Crossing between D+D+ female and DD male, all the F1, as well as F2 progeny, become dextral as the mother is D+D+ dextral, here the DD recessive phenotype is not expressed and typical Mendelian 3:1 ratio is not obtained (all four are dextral). In another condition when DD sinistral female is crossed with D+D+ dextral male, F1 offspring become sinistral with genotype D+D, here mentioning genotype is important because the inheritance is governed by genotype not by phenotype. When this F1 progeny is inbred (D+D * D+D) all the F2 progeny become dextral and coil for the right side. This result indicated that phenotype of parents do not have any influence on the phenotype of progeny because although all of the F1 progeny are sinistral, all F2 offspring becomes dextral.
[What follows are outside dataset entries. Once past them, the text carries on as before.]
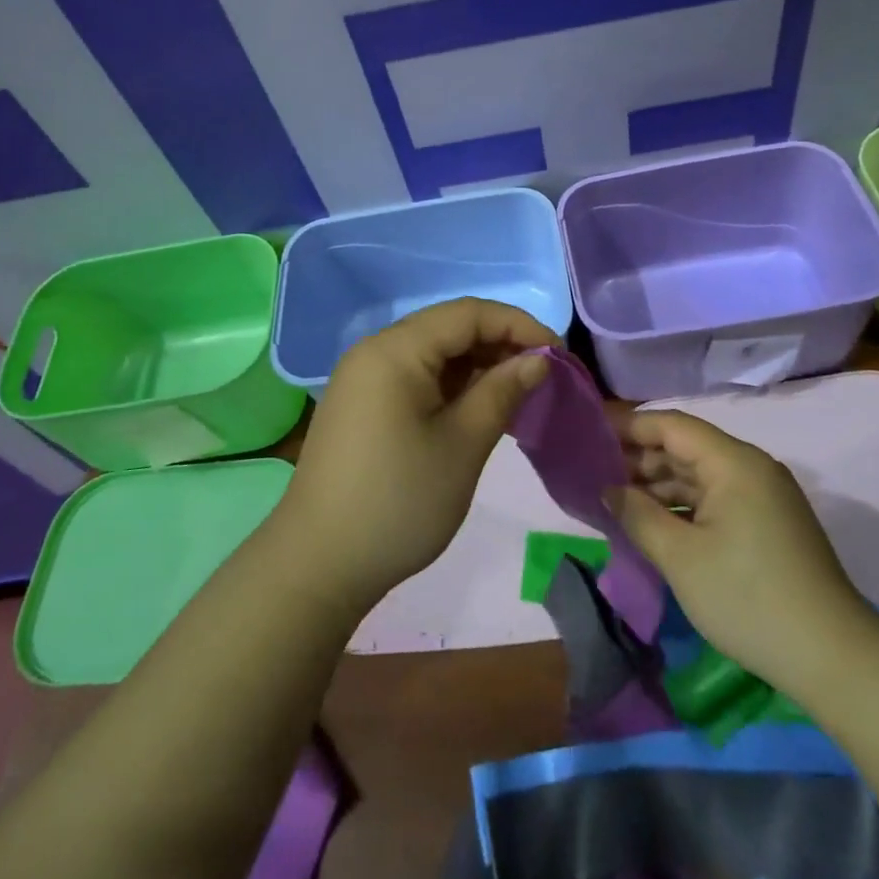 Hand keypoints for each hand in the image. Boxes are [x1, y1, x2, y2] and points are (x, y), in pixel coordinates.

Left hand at [275, 297, 558, 614]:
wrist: (318, 565)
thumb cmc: (399, 501)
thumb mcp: (462, 445)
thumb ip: (502, 392)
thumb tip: (539, 357)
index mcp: (396, 349)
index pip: (468, 313)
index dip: (518, 324)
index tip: (559, 354)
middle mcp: (376, 350)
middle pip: (449, 328)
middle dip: (499, 344)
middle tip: (543, 375)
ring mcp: (365, 377)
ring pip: (433, 352)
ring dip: (477, 365)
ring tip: (518, 393)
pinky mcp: (363, 403)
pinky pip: (416, 376)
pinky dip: (452, 385)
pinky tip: (479, 408)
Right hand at [607, 410, 878, 696]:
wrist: (835, 660)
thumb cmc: (749, 599)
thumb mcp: (680, 558)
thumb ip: (637, 514)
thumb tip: (608, 489)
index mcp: (733, 462)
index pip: (671, 424)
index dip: (628, 427)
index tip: (590, 437)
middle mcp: (750, 467)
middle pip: (685, 447)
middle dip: (640, 458)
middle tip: (595, 473)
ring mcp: (763, 496)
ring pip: (699, 475)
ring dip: (659, 485)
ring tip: (617, 501)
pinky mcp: (768, 524)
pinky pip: (716, 499)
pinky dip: (683, 506)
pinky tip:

The image represents the maternal effect in the snail. Crossing between sinistral female and dextral male results in sinistral F1 progenies. Though all F1 progenies are sinistral, all F2 progenies become dextral.
Detailed investigation shows that spindle formed during the second metaphase division decides the direction of coiling. The spindles of dextral snail are tipped to right and vice verse for sinistral. Interestingly, spindle arrangement in metaphase in controlled by maternal genes. So the actual phenotype of “type of coiling” in snail is governed by maternal genes and it does not depend on the phenotype of any of parent. In some of the organism, the amount of exchange of cytoplasm plays a crucial role in the inheritance of phenotype.
Inheritance of kappa particles in paramaecium:
Paramecin is a substance found in some of the killer strain of paramaecium which kills the sensitive strains. Paramecin production is governed by the kappa particles present in the cytoplasm of the paramaecium.
The image represents inheritance of kappa particles in paramaecium at a shorter period of conjugation.
Here KK gene is responsible for the production of kappa particle which is dominant over kk gene. In case of inheritance of kappa particle, cytoplasmic exchange during conjugation plays a crucial role. When KK killer strains are crossed with kk strains by conjugation, all the progeny obtained are heterozygous with genotype Kk but the phenotype of paramaecium depends on presence or absence of kappa particles and it will be influenced by time of conjugation.
If both are conjugates for a shorter period of time, in F1 generation killer strains remain killer and non-killer remain non-killer in the heterozygous condition. Here only nuclear genes are transferred but the cytoplasm is not exchanged between both strains.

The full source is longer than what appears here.